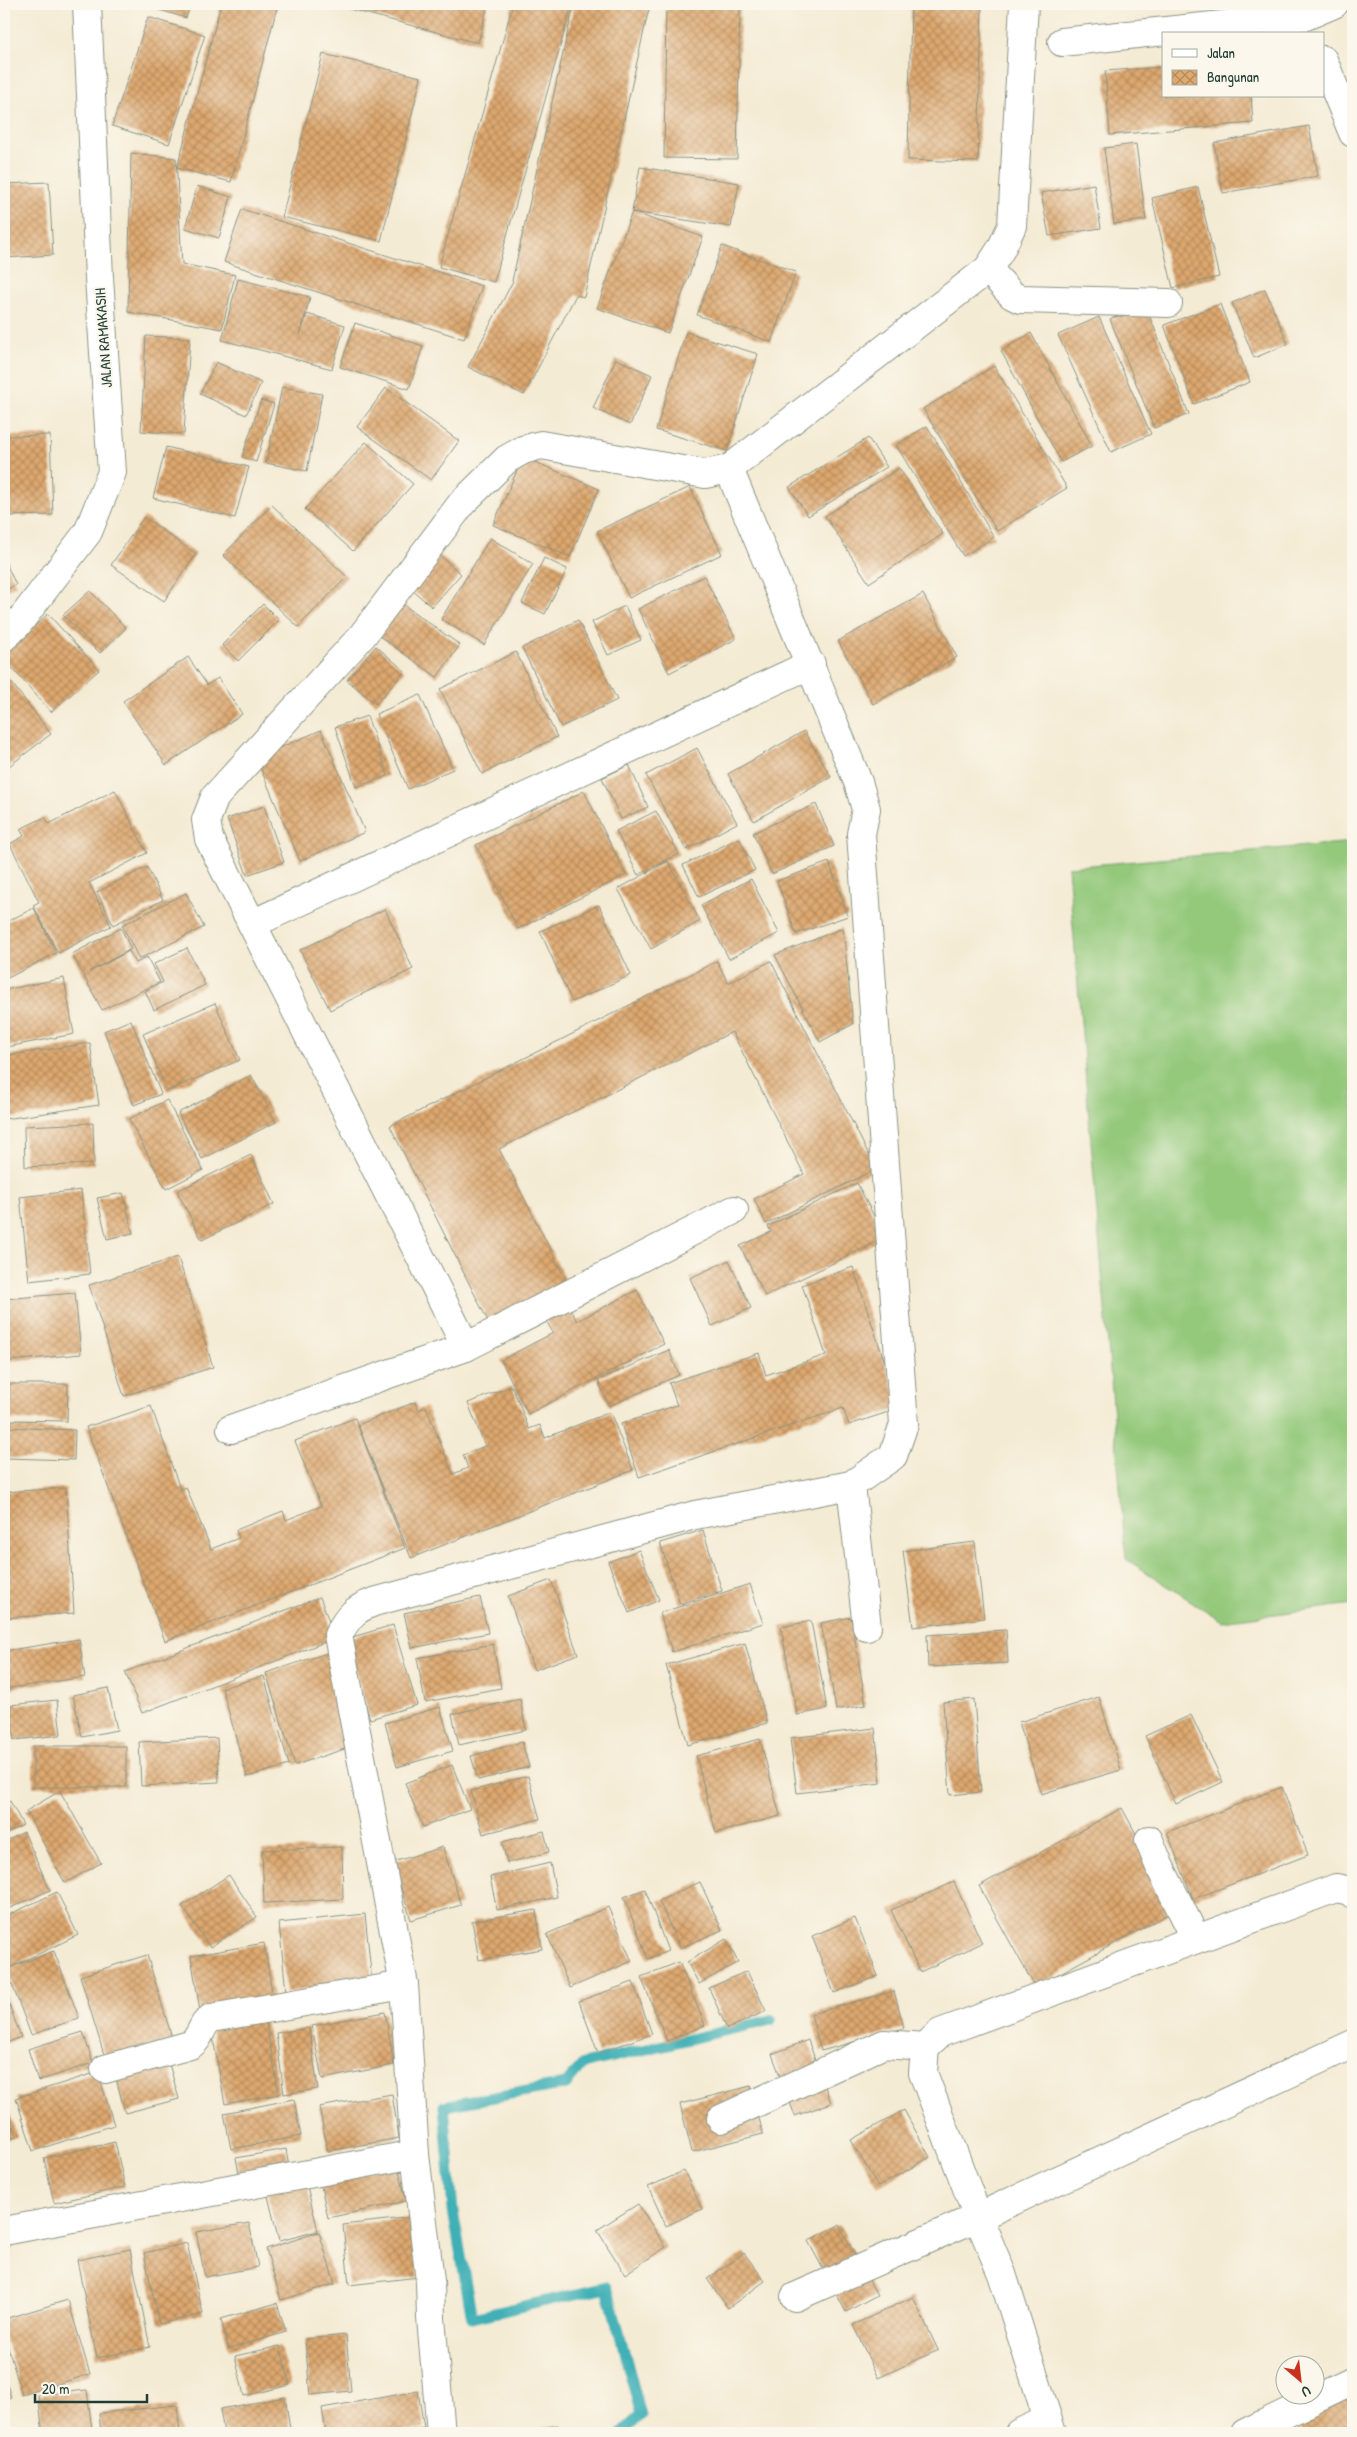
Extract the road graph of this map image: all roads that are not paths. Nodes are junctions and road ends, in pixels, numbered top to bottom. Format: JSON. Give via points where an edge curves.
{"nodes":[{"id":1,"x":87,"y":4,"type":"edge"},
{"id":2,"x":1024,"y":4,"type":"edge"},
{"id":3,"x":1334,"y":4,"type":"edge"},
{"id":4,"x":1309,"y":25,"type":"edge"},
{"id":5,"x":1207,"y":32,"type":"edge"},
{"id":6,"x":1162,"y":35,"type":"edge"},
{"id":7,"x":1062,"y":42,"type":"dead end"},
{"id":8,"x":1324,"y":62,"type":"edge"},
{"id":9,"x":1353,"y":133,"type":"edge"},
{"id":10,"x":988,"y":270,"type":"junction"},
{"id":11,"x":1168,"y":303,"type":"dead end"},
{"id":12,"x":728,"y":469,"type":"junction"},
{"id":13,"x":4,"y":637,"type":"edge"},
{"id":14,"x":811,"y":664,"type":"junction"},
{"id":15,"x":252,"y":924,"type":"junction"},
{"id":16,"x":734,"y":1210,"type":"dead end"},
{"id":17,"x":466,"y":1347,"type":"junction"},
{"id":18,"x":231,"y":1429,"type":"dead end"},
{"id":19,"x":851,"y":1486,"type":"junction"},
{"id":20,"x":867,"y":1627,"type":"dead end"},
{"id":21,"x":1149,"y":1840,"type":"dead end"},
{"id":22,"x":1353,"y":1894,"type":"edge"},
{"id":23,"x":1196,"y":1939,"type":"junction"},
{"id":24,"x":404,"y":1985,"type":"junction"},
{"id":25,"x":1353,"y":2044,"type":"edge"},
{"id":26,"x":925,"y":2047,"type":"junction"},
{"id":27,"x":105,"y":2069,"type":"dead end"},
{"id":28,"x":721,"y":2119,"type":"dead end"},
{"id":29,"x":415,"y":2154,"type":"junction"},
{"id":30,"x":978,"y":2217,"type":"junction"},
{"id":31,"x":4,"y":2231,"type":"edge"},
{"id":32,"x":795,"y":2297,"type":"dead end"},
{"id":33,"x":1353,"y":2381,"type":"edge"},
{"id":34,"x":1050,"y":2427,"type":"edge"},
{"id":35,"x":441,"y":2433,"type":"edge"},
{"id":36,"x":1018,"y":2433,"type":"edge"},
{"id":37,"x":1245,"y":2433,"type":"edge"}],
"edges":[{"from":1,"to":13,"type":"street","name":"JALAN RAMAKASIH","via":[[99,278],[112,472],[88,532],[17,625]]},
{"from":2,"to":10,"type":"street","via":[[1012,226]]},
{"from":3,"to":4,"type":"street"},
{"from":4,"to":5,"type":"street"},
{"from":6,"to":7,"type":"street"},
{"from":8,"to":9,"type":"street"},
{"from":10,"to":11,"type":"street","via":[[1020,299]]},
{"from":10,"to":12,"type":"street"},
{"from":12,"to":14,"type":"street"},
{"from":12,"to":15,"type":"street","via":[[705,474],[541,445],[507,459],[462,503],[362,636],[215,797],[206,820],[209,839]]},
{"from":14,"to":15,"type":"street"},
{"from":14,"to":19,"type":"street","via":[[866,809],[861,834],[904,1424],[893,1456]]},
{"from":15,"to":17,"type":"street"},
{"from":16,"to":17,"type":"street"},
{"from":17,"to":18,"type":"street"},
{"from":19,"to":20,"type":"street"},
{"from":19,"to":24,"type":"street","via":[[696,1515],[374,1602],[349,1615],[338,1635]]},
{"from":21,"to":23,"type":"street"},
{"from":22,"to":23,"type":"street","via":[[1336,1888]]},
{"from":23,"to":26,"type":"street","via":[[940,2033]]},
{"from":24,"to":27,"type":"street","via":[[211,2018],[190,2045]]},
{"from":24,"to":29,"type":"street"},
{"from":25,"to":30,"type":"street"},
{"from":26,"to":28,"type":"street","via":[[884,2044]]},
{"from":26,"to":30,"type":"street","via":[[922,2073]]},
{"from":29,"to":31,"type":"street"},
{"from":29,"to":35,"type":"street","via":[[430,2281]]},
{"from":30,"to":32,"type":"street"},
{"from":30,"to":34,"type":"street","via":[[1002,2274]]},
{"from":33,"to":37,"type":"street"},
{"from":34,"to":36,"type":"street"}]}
______
Assigned task ::
Pick each line holding "dead" out of the entries above and return it.

Result below ::
{"id":7,"x":1062,"y":42,"type":"dead end"},
{"id":11,"x":1168,"y":303,"type":"dead end"},
{"id":16,"x":734,"y":1210,"type":"dead end"},
{"id":18,"x":231,"y":1429,"type":"dead end"},
{"id":20,"x":867,"y":1627,"type":"dead end"},
{"id":21,"x":1149,"y":1840,"type":"dead end"},
{"id":27,"x":105,"y":2069,"type":"dead end"},
{"id":28,"x":721,"y":2119,"type":"dead end"},
{"id":32,"x":795,"y":2297,"type":"dead end"},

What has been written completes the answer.